==== Records for this task

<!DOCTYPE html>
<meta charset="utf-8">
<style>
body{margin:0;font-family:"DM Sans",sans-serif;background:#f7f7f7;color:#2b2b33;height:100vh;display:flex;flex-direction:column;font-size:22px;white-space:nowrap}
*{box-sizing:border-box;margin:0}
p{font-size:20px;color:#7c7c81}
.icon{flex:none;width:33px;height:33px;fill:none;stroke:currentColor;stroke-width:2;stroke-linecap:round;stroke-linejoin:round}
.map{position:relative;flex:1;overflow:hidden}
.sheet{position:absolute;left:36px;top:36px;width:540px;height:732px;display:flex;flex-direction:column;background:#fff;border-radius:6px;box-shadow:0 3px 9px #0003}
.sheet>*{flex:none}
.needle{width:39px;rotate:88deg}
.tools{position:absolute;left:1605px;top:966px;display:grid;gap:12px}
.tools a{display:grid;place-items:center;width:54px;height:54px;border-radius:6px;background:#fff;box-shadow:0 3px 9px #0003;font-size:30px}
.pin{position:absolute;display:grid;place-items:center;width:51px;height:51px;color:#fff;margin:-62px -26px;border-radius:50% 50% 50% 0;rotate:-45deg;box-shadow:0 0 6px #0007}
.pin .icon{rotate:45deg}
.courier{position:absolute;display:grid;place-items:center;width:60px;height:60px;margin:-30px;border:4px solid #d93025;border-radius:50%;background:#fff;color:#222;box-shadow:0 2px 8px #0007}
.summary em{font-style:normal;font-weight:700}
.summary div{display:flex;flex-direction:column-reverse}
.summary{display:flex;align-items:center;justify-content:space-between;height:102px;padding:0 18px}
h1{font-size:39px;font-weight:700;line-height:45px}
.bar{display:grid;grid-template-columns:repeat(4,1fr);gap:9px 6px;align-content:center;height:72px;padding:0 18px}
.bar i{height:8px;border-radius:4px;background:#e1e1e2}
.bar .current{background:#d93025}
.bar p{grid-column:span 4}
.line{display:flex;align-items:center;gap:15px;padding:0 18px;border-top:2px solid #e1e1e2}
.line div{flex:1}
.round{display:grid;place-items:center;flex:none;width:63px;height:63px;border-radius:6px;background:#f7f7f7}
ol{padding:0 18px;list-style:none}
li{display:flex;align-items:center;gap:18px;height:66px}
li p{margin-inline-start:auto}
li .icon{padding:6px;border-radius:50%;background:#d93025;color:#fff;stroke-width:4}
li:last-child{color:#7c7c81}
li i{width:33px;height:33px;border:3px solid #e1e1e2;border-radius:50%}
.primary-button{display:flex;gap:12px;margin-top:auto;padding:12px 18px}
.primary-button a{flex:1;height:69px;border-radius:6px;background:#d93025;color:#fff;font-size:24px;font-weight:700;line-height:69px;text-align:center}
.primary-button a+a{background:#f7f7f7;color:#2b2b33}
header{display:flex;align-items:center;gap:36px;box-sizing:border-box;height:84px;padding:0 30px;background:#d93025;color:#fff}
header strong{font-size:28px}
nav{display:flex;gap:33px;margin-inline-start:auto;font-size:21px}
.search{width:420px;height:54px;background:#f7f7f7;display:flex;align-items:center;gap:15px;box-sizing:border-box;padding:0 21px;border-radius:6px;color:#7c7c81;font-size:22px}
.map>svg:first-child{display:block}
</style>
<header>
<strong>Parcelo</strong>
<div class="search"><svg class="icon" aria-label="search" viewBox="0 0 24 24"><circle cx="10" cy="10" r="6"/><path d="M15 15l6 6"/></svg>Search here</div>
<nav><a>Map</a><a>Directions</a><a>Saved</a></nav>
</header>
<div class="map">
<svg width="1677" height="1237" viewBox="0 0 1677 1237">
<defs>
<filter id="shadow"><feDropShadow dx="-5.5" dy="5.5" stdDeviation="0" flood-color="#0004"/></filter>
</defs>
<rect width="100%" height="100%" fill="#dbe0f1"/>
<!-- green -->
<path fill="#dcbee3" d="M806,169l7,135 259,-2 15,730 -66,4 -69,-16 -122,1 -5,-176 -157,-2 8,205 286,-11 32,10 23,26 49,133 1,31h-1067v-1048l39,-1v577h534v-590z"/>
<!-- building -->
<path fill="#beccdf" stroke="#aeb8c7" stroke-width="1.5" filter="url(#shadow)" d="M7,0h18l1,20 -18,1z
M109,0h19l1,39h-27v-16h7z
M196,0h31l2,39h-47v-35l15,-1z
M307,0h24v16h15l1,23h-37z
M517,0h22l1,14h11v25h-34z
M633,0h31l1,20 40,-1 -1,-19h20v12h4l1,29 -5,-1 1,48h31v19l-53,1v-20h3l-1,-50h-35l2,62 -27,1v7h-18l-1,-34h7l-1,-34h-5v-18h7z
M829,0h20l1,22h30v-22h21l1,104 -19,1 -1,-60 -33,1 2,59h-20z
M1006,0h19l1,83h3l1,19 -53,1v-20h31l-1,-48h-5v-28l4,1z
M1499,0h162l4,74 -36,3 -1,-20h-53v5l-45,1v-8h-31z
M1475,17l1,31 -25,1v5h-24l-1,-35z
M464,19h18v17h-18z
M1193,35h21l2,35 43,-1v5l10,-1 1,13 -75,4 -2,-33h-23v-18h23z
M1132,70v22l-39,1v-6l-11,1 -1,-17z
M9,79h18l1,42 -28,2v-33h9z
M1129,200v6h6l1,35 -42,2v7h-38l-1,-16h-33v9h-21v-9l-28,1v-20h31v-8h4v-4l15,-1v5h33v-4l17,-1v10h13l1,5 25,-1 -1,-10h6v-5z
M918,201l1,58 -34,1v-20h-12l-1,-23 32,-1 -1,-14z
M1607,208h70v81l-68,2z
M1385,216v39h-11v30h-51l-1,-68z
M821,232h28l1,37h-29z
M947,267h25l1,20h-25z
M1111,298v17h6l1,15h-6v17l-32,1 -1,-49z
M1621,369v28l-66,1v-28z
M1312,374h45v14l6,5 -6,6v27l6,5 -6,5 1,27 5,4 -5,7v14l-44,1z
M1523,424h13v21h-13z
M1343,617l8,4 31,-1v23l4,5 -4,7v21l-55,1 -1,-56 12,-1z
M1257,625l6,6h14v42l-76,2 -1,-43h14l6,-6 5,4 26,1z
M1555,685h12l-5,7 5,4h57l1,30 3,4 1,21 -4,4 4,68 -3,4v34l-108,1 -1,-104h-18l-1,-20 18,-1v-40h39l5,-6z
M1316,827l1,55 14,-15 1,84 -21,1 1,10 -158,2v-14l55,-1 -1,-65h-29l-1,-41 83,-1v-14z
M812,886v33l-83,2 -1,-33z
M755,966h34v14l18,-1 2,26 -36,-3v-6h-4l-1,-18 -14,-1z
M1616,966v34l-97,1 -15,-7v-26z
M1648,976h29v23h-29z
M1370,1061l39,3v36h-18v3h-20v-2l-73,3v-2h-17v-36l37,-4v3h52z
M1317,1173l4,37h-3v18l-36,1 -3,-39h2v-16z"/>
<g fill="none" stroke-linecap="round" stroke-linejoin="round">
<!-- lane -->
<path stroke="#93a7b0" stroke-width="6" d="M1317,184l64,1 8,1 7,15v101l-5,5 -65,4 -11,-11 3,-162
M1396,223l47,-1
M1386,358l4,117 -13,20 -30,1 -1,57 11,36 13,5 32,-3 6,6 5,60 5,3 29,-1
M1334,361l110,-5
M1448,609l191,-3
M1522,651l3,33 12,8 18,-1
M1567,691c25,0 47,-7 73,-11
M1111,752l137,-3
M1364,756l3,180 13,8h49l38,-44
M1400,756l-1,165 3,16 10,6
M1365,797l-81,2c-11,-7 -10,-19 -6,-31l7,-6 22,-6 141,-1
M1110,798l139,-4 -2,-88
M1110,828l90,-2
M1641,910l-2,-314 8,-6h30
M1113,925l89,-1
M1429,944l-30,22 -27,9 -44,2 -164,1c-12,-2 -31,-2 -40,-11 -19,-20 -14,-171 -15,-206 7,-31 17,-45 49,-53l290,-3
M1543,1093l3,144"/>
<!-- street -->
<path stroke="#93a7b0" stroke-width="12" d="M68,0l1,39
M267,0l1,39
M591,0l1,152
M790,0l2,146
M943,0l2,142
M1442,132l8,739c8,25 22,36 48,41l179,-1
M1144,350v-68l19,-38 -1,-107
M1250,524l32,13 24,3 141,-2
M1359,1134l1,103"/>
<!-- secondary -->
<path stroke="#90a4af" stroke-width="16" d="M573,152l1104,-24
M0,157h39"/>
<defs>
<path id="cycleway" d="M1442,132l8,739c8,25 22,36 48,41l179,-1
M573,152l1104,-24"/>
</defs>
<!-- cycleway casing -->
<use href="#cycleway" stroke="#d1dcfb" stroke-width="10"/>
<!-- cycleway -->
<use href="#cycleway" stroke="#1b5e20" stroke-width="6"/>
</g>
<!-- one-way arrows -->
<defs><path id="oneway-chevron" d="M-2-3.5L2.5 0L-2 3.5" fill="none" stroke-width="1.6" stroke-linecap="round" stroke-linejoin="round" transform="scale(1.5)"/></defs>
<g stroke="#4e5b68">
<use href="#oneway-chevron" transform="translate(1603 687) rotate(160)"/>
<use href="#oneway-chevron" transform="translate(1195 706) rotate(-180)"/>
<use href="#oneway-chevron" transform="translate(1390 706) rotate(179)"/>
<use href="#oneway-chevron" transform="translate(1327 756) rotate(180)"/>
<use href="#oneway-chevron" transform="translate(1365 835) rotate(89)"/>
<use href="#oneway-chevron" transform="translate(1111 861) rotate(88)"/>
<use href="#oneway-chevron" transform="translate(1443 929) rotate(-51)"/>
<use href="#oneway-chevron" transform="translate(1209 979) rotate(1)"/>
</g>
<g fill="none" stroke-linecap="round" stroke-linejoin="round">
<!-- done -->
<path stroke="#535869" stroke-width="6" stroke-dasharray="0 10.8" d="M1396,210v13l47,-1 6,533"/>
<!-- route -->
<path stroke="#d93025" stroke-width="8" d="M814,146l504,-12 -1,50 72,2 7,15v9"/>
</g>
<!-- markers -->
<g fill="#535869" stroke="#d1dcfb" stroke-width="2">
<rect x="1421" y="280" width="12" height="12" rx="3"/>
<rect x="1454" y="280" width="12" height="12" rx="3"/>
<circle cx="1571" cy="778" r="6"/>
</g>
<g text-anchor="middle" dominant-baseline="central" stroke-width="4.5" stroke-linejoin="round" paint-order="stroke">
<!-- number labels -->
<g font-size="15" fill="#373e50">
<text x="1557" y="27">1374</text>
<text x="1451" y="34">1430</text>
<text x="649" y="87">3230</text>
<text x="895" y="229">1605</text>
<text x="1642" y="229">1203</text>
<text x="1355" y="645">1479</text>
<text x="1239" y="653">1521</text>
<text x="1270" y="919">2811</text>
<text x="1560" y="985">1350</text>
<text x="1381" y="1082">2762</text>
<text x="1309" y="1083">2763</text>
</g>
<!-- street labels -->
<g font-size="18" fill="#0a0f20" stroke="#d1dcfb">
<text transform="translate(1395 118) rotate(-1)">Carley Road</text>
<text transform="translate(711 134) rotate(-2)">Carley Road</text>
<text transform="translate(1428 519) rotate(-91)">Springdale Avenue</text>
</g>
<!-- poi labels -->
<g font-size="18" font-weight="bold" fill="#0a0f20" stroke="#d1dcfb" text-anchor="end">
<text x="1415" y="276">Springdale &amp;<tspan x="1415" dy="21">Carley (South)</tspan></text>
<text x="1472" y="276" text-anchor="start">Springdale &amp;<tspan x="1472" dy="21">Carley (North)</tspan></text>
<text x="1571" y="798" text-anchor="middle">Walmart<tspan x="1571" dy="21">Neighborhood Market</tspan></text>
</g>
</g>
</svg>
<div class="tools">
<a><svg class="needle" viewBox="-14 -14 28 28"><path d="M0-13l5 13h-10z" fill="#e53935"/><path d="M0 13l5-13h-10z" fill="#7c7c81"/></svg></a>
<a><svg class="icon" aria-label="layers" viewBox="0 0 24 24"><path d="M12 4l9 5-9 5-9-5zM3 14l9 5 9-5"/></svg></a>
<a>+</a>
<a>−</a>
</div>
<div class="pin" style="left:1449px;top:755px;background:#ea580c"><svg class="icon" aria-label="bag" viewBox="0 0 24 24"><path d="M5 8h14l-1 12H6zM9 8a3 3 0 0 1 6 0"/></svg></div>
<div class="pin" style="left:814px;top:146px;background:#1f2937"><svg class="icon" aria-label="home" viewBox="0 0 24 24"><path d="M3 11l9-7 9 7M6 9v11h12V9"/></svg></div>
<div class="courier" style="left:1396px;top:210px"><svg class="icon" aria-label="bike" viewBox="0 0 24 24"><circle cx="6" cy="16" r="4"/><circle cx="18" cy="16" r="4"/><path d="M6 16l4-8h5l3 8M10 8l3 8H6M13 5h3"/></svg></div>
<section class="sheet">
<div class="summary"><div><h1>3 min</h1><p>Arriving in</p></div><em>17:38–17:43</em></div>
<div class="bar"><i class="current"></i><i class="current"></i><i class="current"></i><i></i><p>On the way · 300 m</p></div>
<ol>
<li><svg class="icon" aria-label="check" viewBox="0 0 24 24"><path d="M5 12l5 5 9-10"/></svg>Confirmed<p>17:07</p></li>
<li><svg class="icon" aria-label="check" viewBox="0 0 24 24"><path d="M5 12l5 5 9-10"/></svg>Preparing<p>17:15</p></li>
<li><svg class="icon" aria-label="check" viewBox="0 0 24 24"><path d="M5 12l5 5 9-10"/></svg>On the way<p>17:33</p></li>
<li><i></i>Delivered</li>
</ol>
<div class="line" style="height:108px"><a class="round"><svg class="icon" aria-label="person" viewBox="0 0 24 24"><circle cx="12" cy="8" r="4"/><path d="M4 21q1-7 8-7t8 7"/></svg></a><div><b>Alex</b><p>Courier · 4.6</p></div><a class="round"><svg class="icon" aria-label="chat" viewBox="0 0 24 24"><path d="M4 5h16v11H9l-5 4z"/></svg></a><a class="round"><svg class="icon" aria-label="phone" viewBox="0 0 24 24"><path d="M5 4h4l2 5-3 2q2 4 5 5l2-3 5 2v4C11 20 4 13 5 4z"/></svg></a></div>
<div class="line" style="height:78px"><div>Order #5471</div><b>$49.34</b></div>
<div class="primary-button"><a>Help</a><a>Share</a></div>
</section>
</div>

========

## Exercise goal:
Copy each line above where the string "summary" occurs.

## Exercise answer:
.summary em{font-style:normal;font-weight:700}
.summary div{display:flex;flex-direction:column-reverse}
.summary{display:flex;align-items:center;justify-content:space-between;height:102px;padding:0 18px}
<div class="summary"><div><h1>3 min</h1><p>Arriving in</p></div><em>17:38–17:43</em></div>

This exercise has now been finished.